The story was memorialized with a permanent exhibit at the Manitoba Museum called Ni KishKishin: I Remember Ste. Madeleine.
Every third weekend in July for the past three decades and counting, descendants of the village gather in tents and campers in the field surrounded by grazing cattle. They care for loved ones’ burial sites and remember the history that displaced them. But they also celebrate community and culture with food and entertainment.
The Association of Manitoba Community Pastures manages the land that’s currently used by 40 cattle farmers.

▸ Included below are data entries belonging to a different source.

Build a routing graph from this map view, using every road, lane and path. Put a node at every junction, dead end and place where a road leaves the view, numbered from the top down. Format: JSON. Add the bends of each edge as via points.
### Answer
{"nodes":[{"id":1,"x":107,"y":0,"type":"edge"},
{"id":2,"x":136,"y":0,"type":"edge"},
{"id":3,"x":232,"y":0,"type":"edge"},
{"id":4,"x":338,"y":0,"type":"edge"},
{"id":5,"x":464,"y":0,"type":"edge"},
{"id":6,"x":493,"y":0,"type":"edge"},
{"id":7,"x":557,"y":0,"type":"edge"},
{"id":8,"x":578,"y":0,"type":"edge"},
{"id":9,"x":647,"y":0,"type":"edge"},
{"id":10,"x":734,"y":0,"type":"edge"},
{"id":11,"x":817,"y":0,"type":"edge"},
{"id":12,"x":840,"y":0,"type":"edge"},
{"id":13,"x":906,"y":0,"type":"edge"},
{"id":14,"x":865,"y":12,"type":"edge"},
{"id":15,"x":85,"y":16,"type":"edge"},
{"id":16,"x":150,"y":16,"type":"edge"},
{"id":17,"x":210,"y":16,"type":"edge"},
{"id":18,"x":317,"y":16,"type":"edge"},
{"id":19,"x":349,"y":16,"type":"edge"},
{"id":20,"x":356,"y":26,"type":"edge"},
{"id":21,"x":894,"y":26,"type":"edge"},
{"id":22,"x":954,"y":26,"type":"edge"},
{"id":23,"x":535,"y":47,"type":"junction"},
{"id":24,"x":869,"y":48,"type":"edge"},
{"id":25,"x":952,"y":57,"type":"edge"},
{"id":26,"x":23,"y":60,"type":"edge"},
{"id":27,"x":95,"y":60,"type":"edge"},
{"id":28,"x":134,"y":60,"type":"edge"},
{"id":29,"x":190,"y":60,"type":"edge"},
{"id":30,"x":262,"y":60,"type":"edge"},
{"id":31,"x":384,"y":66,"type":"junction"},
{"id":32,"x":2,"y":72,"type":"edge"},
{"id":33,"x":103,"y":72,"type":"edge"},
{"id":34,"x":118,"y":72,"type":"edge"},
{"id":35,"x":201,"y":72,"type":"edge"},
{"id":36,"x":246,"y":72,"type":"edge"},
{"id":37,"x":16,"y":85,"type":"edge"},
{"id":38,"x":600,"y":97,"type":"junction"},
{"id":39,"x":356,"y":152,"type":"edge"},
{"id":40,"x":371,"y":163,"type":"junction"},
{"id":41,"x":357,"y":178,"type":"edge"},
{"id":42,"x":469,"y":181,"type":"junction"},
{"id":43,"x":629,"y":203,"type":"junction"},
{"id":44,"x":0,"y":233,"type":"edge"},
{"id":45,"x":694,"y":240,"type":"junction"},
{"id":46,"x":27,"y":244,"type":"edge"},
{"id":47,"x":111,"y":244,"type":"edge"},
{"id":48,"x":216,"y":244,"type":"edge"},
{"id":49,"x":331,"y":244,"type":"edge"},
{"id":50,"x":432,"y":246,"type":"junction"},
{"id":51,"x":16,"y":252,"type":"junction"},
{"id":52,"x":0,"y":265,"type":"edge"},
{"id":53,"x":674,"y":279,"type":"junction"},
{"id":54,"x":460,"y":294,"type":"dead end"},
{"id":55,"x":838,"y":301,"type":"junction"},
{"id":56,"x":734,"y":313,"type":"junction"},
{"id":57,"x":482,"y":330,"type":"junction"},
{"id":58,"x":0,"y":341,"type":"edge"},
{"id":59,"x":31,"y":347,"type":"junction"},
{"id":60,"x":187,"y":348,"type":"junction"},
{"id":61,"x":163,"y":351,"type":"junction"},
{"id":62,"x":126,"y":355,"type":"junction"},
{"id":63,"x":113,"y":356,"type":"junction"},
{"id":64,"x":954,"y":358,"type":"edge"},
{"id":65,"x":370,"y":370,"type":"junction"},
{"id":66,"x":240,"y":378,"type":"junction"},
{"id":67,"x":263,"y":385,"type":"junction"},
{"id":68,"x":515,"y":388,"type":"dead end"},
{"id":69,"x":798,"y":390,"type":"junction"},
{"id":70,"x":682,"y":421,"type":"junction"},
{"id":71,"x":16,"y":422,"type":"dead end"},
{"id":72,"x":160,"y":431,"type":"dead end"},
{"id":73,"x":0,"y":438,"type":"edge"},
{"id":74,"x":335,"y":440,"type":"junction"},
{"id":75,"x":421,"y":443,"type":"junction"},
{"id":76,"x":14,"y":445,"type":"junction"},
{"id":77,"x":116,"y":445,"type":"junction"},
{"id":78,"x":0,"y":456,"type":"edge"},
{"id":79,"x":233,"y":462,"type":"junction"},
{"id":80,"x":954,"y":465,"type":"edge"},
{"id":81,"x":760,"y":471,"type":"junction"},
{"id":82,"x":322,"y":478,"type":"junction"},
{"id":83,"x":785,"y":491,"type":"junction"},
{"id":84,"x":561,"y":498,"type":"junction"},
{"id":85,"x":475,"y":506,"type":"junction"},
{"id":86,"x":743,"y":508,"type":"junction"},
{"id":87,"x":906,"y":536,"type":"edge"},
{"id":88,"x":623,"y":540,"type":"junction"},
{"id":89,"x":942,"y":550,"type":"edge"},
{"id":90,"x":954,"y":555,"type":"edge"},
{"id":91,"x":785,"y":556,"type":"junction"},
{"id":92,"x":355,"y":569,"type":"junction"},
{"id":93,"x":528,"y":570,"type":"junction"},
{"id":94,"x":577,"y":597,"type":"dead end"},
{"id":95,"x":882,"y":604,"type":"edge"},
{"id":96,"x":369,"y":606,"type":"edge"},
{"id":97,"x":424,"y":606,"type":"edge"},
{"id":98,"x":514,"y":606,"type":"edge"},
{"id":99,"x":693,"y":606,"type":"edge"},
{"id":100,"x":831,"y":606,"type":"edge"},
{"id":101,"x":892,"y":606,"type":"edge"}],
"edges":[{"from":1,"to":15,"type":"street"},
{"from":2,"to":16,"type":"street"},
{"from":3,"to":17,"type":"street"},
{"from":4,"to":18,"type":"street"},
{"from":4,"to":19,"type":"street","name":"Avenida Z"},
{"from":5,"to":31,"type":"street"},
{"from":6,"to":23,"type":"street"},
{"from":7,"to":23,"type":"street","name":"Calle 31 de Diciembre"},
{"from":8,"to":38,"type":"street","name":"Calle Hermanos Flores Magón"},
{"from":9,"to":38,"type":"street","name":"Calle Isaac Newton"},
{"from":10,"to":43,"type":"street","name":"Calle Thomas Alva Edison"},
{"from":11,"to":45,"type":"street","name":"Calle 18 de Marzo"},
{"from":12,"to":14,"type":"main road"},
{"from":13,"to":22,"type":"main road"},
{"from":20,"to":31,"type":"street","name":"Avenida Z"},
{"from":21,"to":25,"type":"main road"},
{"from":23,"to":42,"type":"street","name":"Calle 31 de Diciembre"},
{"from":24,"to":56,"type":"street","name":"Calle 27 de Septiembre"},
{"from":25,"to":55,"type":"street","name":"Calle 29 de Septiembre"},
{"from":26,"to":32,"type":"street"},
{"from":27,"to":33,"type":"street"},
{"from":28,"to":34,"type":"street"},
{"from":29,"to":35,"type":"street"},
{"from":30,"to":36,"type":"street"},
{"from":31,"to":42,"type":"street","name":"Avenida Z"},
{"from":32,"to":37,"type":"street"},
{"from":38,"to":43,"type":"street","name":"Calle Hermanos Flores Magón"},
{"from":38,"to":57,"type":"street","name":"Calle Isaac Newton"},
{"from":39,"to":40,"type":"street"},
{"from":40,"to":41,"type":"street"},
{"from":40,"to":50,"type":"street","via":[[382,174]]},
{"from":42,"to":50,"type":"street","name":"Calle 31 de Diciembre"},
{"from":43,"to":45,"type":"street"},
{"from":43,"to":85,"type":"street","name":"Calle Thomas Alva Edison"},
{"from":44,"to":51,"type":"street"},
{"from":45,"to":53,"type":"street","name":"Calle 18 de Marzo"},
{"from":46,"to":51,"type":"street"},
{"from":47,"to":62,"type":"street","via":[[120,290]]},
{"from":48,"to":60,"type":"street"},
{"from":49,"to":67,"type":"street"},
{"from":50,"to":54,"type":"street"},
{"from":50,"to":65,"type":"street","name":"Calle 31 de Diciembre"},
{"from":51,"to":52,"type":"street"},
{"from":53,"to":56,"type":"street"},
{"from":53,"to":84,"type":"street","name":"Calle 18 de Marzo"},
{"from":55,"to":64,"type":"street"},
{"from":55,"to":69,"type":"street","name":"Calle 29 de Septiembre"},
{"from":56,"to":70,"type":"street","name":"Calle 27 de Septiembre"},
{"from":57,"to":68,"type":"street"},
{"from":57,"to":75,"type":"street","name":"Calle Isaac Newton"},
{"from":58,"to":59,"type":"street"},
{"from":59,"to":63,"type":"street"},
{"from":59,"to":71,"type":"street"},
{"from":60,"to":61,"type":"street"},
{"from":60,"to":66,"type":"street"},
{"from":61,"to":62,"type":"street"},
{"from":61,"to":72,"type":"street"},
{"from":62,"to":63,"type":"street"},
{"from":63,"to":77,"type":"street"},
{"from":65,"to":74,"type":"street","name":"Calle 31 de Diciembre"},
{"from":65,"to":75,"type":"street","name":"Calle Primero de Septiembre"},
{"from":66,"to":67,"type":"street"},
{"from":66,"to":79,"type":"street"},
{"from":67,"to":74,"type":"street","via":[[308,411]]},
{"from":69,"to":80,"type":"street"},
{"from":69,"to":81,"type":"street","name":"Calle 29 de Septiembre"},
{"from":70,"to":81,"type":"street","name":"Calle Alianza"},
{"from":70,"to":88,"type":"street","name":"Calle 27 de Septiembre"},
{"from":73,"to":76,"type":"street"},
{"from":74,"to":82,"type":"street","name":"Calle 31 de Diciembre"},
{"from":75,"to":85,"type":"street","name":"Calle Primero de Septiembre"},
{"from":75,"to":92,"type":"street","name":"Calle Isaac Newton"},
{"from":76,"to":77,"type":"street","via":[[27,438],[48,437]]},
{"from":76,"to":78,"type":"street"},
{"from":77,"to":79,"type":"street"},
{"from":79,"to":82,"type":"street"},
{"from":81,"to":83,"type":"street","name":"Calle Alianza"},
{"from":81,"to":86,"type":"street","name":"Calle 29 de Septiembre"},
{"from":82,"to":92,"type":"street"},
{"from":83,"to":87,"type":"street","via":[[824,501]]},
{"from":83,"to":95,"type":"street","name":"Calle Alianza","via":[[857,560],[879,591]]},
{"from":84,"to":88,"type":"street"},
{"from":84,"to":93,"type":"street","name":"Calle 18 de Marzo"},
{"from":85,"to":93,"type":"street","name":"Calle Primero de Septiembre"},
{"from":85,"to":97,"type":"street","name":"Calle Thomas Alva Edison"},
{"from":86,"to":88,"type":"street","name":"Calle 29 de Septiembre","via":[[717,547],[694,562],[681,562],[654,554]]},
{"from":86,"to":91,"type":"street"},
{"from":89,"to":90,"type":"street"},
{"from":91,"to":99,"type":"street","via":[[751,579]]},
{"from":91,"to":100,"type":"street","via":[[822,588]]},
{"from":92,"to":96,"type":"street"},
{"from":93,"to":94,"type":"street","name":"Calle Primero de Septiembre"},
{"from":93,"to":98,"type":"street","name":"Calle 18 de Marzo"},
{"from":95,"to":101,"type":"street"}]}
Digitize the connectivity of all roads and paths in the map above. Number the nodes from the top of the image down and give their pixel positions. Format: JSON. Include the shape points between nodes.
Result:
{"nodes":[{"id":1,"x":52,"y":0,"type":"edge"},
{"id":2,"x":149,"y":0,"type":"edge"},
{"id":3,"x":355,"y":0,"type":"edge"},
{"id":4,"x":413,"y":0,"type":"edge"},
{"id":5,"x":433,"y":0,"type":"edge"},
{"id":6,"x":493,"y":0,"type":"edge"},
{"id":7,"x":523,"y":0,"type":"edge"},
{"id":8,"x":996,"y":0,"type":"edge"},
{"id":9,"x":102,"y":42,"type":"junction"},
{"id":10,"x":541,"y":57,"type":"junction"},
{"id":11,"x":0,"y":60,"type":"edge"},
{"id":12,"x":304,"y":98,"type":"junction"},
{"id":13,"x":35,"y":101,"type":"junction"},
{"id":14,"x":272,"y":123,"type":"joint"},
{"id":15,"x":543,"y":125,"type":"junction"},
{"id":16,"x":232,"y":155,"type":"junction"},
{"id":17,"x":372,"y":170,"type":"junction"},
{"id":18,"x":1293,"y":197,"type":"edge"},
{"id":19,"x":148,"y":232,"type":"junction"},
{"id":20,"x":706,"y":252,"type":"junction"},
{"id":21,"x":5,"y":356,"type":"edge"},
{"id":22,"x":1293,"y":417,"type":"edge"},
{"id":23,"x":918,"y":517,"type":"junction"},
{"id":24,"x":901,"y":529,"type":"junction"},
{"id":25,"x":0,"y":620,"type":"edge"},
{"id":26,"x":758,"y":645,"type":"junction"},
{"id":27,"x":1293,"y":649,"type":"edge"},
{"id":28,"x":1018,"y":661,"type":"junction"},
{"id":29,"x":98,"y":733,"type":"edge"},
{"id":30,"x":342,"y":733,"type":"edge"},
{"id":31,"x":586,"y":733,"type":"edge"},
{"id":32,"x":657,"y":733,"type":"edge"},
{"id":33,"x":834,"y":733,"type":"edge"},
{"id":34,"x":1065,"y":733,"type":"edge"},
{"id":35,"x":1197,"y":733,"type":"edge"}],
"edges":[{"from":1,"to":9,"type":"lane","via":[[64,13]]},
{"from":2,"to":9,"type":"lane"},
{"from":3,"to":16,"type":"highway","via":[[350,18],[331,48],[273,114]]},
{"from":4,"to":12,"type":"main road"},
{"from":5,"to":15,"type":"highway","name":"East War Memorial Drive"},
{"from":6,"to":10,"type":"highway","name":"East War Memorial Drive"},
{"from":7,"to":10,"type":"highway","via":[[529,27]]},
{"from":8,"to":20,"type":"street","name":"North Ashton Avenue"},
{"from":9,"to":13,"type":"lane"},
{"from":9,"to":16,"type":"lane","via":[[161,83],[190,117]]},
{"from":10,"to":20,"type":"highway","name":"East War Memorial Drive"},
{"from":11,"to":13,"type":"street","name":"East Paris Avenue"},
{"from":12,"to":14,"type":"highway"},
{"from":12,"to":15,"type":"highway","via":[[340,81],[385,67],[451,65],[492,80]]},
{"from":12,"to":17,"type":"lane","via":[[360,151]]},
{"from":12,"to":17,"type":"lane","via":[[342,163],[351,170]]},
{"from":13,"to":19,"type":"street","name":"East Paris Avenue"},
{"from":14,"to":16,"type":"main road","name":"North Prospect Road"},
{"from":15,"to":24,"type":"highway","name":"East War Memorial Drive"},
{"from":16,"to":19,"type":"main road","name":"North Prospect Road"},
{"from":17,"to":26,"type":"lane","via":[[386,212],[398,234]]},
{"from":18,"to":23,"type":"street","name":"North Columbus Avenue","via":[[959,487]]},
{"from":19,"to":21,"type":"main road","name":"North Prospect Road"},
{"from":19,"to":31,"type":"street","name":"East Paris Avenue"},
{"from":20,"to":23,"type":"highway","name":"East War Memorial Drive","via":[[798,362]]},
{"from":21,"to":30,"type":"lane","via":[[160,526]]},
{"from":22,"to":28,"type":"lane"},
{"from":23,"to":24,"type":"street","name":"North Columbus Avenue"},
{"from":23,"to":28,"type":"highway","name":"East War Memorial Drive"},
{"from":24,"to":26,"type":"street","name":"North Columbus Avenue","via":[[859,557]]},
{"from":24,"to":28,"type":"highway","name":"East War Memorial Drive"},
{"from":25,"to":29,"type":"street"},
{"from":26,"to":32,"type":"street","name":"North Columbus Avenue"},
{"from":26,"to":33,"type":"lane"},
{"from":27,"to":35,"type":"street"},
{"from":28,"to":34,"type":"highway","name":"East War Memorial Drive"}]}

General manager Barry Ross says the association will not oppose giving the land back to the Métis if that’s what the provincial government decides.
The newly elected NDP won’t say how much land — if any — would be returned to the Métis but Chartrand is hopeful discussions begin soon.
“Now that we’ve heard the premier’s intentions, we can begin to make plans, and direct our thoughts to how we can ensure that no one ever forgets what happened to our people,” Chartrand said.
Some, like DeMontigny and fellow descendant Kim Smith, who organizes Ste. Madeleine Days, dream of a village being rebuilt on the land.
“Oh God, I think about that all the time, actually,” Smith said. “Maybe one day my grandchildren will be able to live here.”
DeMontigny said she would love to build a log cabin.
“I’ve got my spot picked out already,” she said.